The logical conclusion – that’s it’s high-time U.S. forces simply left Afghanistan – is never contemplated in Washington.  This is why Douglas Wissing’s book, “Hopeless But Optimistic: Journeying through America’s Endless War in Afghanistan,” is so immensely valuable.  Wissing is a journalist who embedded with U.S. forces in Afghanistan in 2013.  His book consists of short chapters of sharply drawn vignettes focusing on the street and grunt level.  Its collective lesson: Afghanistan, for Americans, doesn’t really exist as a country and a people. It exists only as a wasteful, winless, and endless war.

What is Afghanistan to Americans?  It’s an opportunity for profit and exploitation for contractors.  It’s a job as well as a personal proving ground for U.S. troops.  It’s a chance to test theories and to earn points (and decorations) for promotion for many officers.  It’s hardly ever about working closely with the Afghan people to find solutions that will work for them over the long haul.
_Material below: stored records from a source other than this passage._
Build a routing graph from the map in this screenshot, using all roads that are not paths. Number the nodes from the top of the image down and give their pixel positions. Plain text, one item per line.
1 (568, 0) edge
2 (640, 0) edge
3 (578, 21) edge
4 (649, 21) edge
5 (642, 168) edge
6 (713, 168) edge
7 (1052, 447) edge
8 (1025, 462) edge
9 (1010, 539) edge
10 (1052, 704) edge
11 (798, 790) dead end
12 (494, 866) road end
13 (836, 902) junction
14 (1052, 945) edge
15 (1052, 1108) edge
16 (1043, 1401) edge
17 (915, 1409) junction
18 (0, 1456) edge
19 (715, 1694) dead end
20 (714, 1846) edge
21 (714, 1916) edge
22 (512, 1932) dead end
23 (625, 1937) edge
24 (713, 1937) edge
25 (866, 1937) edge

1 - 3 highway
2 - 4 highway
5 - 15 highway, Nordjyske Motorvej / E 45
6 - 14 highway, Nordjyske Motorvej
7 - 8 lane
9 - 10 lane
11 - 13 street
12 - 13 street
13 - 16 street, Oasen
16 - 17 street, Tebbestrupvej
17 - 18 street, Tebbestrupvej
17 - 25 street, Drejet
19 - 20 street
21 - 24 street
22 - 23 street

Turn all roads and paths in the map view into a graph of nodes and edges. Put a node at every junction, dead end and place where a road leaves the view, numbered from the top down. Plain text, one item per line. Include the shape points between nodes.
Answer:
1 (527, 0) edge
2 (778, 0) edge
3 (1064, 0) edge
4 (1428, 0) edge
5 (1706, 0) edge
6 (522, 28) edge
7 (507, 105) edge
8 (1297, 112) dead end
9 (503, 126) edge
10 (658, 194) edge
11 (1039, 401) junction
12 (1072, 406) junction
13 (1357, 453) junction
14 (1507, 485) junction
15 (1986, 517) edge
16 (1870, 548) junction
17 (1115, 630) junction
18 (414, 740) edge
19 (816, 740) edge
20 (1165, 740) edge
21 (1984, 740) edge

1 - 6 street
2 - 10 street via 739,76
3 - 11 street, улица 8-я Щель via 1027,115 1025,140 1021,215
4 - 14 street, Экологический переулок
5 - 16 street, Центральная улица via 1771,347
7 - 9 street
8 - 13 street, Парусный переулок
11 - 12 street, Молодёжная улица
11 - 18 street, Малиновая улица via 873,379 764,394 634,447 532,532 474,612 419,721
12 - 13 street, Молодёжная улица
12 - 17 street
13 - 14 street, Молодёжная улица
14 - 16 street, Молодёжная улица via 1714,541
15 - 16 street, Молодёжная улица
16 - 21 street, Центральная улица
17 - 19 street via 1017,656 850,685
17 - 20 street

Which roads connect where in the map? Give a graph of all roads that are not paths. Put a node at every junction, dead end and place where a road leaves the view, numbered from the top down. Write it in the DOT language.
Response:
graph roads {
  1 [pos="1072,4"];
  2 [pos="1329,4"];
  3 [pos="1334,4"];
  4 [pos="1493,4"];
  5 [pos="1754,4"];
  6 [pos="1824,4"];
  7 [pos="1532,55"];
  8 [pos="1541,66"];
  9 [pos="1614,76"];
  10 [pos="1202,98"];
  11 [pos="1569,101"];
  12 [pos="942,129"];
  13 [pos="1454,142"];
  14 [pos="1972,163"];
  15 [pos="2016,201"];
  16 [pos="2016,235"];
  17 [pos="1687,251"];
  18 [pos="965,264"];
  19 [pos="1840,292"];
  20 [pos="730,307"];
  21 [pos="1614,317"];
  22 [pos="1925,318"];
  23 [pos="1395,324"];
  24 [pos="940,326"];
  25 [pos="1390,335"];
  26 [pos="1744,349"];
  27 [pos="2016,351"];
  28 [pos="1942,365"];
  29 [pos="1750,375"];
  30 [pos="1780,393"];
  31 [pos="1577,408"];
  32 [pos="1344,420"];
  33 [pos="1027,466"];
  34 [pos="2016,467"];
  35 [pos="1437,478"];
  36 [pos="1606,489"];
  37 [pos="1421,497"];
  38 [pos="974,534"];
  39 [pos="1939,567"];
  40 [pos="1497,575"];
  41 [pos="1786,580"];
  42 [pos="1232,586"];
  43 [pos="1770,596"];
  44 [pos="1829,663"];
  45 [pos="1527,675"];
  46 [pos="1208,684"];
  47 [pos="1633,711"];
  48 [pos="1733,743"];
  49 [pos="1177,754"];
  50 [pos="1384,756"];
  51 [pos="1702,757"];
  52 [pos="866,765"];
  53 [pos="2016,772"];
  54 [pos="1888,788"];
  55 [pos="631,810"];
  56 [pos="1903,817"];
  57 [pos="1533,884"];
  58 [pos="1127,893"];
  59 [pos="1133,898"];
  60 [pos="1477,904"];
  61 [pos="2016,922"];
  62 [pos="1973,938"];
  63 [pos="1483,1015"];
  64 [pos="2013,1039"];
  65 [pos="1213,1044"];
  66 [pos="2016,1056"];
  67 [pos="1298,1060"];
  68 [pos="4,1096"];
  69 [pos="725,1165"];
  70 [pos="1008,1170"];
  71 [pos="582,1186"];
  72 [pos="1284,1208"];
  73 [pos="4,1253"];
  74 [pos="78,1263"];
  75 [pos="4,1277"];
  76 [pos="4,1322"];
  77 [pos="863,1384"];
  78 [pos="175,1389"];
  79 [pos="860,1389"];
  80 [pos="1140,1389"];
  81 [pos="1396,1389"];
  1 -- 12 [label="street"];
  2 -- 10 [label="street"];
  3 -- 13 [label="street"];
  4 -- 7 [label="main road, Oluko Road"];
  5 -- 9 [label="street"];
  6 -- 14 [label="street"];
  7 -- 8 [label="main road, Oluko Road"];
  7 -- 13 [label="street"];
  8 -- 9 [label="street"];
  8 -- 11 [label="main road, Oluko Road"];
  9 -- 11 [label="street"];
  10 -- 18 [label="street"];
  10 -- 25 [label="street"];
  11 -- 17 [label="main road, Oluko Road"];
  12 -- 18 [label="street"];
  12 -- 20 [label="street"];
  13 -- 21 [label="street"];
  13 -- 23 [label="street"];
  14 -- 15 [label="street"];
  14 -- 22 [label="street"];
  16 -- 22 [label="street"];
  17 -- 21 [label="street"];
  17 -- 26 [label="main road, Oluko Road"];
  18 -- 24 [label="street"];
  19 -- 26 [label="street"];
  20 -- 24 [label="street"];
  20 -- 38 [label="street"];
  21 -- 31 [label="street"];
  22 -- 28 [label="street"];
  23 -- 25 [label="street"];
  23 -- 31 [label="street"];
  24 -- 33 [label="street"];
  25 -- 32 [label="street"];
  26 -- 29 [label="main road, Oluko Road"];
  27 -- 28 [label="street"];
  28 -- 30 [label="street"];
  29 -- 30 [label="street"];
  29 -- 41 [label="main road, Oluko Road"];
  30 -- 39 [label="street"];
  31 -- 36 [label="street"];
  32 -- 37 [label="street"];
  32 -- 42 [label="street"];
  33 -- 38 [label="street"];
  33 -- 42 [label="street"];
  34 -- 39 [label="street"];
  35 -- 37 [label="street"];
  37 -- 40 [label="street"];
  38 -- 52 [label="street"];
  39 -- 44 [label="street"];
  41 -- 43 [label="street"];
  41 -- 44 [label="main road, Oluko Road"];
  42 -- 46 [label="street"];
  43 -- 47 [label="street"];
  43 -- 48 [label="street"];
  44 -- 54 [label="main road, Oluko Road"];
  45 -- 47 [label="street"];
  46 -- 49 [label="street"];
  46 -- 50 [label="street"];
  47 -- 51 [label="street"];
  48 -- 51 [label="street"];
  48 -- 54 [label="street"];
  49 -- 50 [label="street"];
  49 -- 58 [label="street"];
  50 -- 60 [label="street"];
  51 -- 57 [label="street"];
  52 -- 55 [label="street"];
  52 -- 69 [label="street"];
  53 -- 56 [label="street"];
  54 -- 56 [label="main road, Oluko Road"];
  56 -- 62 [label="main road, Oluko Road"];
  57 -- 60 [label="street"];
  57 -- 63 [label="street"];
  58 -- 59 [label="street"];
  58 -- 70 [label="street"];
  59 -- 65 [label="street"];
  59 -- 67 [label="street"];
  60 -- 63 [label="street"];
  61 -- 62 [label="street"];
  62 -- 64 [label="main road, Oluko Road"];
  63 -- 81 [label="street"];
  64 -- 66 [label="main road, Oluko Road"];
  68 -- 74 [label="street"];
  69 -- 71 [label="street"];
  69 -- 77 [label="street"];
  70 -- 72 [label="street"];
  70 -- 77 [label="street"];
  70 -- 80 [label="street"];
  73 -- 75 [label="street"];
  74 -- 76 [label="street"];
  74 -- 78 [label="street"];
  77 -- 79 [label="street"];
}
A telling example Wissing cites is wells.  Americans came with lots of money to drill deep water wells for Afghan villagers and farmers (as opposed to relying on traditional Afghan irrigation systems featuring underground channels that carry mountain water to the fields with minimal evaporation).  Instead of revolutionizing Afghan agriculture, the wells drove down water tables and exhausted aquifers.  As the well-digging frenzy (Wissing’s word) disrupted Afghanistan’s fragile, semiarid ecosystem, powerful Afghans fought to control the new wells, creating new tensions among tribes.  The American “solution,” in sum, is exacerbating conflict while exhausting the one resource the Afghan people can’t do without: water.

Then there’s the “poo pond,” a human sewage lagoon at Kandahar Air Field that was to be used as a source for organic fertilizer.  I’ll let Wissing take the tale from here:

But instead of enriching Afghan soil, the U.S.-led coalition forces decided to burn the mountains of fertilizer with astronomically expensive imported gasoline.  The [U.S. air force] officer reminded me that the Taliban got $1500 in protection money for each U.S. fuel tanker they let through, so in the process the jihadists were also able to skim the American shit [from the poo pond].

Walking back, I spot a green metal dumpster stenciled with a large sign that reads, “General Waste Only.”  At that moment, it seems to sum up the whole war.

Wissing’s hard-edged insights demonstrate that America is never going to win in Afghanistan, unless “winning” is measured by money wasted.  Again, Americans simply see Afghanistan too narrowly, as a “war” to won, as a problem to be managed, as an environment to be controlled.

Indeed, the longstanding failure of our “answers” is consistent with the military’s idea we’re fighting a generational or “long” war.  We may be failing, but that’s OK, since we have a “long” time to get things right.

After sixteen years and a trillion dollars, the answer in Afghanistan is not another sixteen years and another trillion dollars.  Yet that’s exactly what America seems prepared to do in the endless war that to us defines Afghanistan.

Update (5/5/17):  According to FP: Foreign Policy, “‘More conventional forces that would thicken the ability to advise and assist Afghan forces — that would absolutely be to our benefit,’ said Gen. Tony Thomas, head of U.S. Special Operations Command who testified alongside Whelan. President Trump is attending a NATO summit in Brussels on May 25, and a decision is expected by then.”

I love that word: thicken.  The general refuses to say “improve.”  And that’s probably because more U.S. troops really won’t improve training, in the sense of enhancing Afghan forces’ effectiveness.  As FP reports, “Washington has spent about $71 billion training and equipping the Afghan army over the past 16 years, and despite that investment, the Taliban remains in control of large areas of the country and outside terrorist groups like the Islamic State have moved in.”

But not to worry: More “thickening” is coming in the form of more U.S. troops and money.

Insanity: repeating the same course of action again and again and yet expecting different results.